The tensions between protesters against teaching the LGBTQ course at Birmingham’s Anderton Park Primary, the school’s administration, as well as the authorities, peaked on 20 May when anti-hate activists were attacked and the school’s head teacher received threats.
As The Sun reported, MP for Birmingham Yardley Jess Phillips confronted one of the organisers of the protests, Shakeel Afsar, claiming that parents had kept 600 children away from lessons over the equality teaching controversy. Talking to Afsar, who is spearheading the campaign despite having no children at the school in question, she insisted that his supporters could not "pick and choose" which equality they want. The woman also accused them of smearing "the reputation of a peaceful" Muslim community in the city.
Thank you @jessphillips for speaking so passionately and standing up for the #LGBTQ+ community. You can’t pick and choose which equalities you accept, it doesn’t work like that. Spot on. pic.twitter.com/87phPKvZk8— Tom Knight (@TJ_Knight) May 20, 2019
The lawmaker has urged that an exclusion area be introduced "to protect the 700 children" while the local authorities are looking into ways to counter protesters using the Public Spaces Protection Order (PSPO) to secure the pupils’ rights to attend school.
"It's one thing for parents to ask questions about elements of a school curriculum, it's quite another for others to pounce on the situation as an excuse to peddle hatred and misinformation”, head of the Birmingham City Council Ian Ward said to the BBC.
Police came to the site on Monday after the recent flare-up over the LGBTQ course. According to Birmingham Live, officers were earlier alerted after the supporters of the school’s stance were reportedly attacked by unknown individuals, who threw eggs at activists with pro-LGBTQ placards and banners.
The police are said to be investigating several cases of assault and criminal damage. Additionally, a probe has been launched into the reported threats to head teacher Sarah Hewitt-Clarkson, who lambasted the mainly Muslim protests as “very loud”, “aggressive”, and “tiresome", the BBC reported.
The protests at Anderton Park Primary, spearheaded by Shakeel Afsar, have been going on for seven weeks. According to Sky News, flyers have been spread among the local community calling people to join the campaign against “brainwashing" children that "it's okay to be gay".
Anti LGBT protest: Amir Ahmed leading a protest outside Anderton Park Primary. He is not a parent here. Other people here (who aren’t parents) have told me homosexuality is “disgusting”. A parent here from West Yorkshire tells me he’s starting a national campaign. pic.twitter.com/Gzy6wn3wWH— Becky Johnson (@BeckyJohnsonSky) May 17, 2019
One of the campaigners, Abdullah Bahm has reportedly branded the unrest in Birmingham a "pilot project" for a nationwide campaign.
"This is going to go national, parents are going to complain like this and schools had better get ready for it.
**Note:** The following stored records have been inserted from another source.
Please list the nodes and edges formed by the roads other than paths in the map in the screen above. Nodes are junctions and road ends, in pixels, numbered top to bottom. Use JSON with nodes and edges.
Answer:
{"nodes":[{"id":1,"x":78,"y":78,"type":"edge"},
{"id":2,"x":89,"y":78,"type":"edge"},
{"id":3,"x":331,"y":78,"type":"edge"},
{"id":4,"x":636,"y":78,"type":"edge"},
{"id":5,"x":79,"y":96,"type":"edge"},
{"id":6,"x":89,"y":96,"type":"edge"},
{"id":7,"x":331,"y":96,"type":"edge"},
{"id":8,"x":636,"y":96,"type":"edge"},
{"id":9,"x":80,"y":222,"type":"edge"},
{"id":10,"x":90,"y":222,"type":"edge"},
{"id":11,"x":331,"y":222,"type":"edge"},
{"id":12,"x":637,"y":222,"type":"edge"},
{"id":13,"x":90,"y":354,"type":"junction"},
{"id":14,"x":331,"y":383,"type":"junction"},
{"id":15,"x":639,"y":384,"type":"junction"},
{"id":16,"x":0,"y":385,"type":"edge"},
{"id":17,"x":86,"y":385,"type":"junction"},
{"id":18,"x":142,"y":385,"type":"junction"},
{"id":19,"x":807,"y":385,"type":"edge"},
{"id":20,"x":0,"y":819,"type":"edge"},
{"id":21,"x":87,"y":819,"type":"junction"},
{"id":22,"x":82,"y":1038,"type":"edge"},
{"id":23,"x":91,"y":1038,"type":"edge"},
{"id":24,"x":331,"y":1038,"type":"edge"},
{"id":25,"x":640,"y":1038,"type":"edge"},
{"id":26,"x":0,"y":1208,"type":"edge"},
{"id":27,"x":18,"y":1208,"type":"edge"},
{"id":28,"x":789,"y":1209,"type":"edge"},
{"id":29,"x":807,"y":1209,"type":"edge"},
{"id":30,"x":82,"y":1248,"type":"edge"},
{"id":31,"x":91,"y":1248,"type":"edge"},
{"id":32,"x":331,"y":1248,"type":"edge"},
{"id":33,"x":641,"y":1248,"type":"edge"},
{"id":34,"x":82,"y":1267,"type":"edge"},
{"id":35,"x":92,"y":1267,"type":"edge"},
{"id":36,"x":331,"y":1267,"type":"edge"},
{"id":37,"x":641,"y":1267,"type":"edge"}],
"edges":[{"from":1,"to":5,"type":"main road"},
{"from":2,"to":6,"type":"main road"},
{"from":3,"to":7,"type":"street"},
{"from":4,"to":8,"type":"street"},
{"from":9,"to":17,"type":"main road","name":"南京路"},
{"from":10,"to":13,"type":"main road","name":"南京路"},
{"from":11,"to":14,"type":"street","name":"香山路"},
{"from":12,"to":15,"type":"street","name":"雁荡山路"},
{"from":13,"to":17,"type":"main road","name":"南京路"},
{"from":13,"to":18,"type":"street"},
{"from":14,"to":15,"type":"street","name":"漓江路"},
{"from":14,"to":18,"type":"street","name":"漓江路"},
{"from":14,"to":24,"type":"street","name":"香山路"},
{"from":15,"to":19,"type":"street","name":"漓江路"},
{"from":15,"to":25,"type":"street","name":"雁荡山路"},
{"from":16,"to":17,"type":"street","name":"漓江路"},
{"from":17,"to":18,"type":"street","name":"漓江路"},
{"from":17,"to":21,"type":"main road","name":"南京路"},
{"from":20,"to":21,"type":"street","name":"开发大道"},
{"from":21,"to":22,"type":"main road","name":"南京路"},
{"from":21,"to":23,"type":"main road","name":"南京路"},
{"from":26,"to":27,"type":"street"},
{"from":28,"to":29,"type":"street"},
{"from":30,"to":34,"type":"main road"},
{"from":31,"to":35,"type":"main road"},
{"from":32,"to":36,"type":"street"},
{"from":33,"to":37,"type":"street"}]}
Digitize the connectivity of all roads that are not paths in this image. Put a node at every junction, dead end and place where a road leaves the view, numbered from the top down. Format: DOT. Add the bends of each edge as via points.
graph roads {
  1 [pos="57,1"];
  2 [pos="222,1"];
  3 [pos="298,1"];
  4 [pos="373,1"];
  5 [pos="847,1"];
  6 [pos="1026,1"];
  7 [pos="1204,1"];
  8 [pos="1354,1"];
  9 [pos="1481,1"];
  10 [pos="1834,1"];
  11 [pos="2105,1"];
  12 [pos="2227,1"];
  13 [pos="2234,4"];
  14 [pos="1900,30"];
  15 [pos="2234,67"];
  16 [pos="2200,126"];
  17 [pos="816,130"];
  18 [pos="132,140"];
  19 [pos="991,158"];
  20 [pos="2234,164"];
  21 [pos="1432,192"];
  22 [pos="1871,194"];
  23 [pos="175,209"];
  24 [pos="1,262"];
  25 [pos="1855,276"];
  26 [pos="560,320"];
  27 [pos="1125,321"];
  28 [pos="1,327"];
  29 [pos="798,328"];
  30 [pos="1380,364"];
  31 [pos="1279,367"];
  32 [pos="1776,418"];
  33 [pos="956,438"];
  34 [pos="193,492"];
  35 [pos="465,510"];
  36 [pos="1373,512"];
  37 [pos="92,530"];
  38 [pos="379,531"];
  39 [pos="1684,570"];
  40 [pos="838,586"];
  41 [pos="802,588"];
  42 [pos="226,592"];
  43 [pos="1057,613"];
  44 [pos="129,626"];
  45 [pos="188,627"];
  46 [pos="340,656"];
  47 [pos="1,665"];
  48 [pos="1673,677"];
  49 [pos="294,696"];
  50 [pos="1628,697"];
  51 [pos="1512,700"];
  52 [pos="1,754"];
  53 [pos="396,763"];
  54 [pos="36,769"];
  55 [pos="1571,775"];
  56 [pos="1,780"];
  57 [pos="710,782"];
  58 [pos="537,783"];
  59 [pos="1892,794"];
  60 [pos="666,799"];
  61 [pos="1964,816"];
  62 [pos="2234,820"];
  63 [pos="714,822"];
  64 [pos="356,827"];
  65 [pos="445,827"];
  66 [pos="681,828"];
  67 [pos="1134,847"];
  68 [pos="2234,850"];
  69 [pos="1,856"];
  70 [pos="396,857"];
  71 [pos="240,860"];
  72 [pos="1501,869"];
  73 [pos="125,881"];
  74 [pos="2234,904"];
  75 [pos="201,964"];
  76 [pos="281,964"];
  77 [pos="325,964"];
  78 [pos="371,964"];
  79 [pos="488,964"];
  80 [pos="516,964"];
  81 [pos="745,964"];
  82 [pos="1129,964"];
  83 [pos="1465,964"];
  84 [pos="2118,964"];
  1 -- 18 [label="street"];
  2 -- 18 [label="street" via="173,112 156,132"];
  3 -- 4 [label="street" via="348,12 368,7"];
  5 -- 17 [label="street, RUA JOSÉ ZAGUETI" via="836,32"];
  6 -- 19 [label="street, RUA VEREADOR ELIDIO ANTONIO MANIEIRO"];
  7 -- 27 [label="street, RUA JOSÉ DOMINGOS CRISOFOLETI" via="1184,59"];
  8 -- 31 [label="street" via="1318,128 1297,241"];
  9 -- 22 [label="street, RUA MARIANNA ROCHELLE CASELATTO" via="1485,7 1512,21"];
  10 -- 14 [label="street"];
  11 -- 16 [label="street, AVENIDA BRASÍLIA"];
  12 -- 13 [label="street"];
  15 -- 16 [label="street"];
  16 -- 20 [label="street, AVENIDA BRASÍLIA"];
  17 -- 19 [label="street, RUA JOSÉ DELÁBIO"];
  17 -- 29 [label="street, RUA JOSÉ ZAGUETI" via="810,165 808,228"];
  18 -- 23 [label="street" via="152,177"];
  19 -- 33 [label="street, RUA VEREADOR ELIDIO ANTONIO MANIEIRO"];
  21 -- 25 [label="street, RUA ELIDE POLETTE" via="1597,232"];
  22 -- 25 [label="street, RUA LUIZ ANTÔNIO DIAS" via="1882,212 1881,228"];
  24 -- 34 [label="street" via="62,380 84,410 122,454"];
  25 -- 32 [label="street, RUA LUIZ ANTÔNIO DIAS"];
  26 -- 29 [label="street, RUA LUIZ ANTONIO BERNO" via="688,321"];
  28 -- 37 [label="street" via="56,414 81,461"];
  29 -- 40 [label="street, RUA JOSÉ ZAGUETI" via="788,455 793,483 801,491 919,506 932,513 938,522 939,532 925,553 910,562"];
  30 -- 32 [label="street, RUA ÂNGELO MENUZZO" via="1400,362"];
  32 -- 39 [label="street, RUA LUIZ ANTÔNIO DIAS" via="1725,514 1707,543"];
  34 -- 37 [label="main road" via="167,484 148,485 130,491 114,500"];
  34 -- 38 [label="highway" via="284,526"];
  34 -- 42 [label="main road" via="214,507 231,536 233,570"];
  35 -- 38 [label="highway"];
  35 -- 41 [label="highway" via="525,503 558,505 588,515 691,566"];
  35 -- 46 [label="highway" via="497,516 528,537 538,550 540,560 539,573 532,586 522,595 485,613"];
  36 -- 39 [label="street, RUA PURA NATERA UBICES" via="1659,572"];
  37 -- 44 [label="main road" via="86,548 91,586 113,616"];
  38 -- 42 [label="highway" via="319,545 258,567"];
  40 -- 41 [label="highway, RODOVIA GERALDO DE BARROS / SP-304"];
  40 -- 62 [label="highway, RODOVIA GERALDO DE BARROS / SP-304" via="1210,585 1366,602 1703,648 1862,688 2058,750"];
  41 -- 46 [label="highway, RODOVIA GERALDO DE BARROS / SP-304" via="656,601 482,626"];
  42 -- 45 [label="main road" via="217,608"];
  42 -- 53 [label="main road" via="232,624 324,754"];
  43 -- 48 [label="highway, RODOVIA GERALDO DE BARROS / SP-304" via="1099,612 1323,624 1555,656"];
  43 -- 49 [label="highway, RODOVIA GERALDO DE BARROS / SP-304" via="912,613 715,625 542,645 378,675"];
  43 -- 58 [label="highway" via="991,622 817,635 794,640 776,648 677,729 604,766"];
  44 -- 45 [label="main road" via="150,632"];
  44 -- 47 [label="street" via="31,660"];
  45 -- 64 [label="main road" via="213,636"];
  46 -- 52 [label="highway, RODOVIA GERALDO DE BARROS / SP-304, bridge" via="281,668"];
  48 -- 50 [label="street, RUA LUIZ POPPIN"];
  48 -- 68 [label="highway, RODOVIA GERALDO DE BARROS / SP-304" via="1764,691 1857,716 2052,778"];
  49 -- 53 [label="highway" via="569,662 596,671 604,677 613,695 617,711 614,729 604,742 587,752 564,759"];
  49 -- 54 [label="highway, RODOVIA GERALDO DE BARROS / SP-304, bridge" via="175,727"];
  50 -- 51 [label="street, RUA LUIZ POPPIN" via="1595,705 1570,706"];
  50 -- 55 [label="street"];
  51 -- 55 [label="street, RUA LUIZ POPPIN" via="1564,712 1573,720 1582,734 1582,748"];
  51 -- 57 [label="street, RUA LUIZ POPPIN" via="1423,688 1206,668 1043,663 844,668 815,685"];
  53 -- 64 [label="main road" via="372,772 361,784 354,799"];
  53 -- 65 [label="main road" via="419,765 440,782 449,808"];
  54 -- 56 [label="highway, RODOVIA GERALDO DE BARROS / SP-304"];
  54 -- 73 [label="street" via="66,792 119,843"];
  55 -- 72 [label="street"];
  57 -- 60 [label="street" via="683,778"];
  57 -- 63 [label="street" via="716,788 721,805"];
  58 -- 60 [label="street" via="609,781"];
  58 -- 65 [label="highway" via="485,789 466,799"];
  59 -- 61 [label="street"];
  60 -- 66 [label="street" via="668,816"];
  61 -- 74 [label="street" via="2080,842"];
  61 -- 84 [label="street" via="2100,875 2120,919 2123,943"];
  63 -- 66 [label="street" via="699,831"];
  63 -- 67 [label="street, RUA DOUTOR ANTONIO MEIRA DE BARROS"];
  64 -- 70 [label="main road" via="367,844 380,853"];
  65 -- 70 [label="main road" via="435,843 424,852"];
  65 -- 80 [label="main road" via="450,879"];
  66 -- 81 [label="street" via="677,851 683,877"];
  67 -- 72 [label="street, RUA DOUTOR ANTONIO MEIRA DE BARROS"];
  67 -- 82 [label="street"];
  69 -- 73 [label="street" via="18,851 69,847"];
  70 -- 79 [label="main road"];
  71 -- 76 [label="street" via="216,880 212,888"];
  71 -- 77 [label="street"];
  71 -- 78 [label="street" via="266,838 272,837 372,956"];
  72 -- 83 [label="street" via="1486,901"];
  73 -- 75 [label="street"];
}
They either throw the programme out or parents will withdraw their children odd days to make protests like they're doing here”, he said as cited by the British broadcaster.
Apart from Anderton Park Primary, the introduction of lessons on LGBT lifestyles has resulted in similar opposition at Birmingham’s Parkfield Community School. The Alum Rock Community Forum has been accused by some of "undermining parental rights and aggressively promoting homosexuality”.
Relationships Education, Relationships and Sex Education (RSE) and Health Education that prompted adverse reactions from parents across the UK was recently proposed by the Department for Education to "teach relationships education at primary school, relationships and sex education at secondary school, and health education at all state-funded schools”. The RSE’s new guidance, accounting for lessons on LGBT+ families and how to treat LGBT+ people, aims to come into force in September 2019.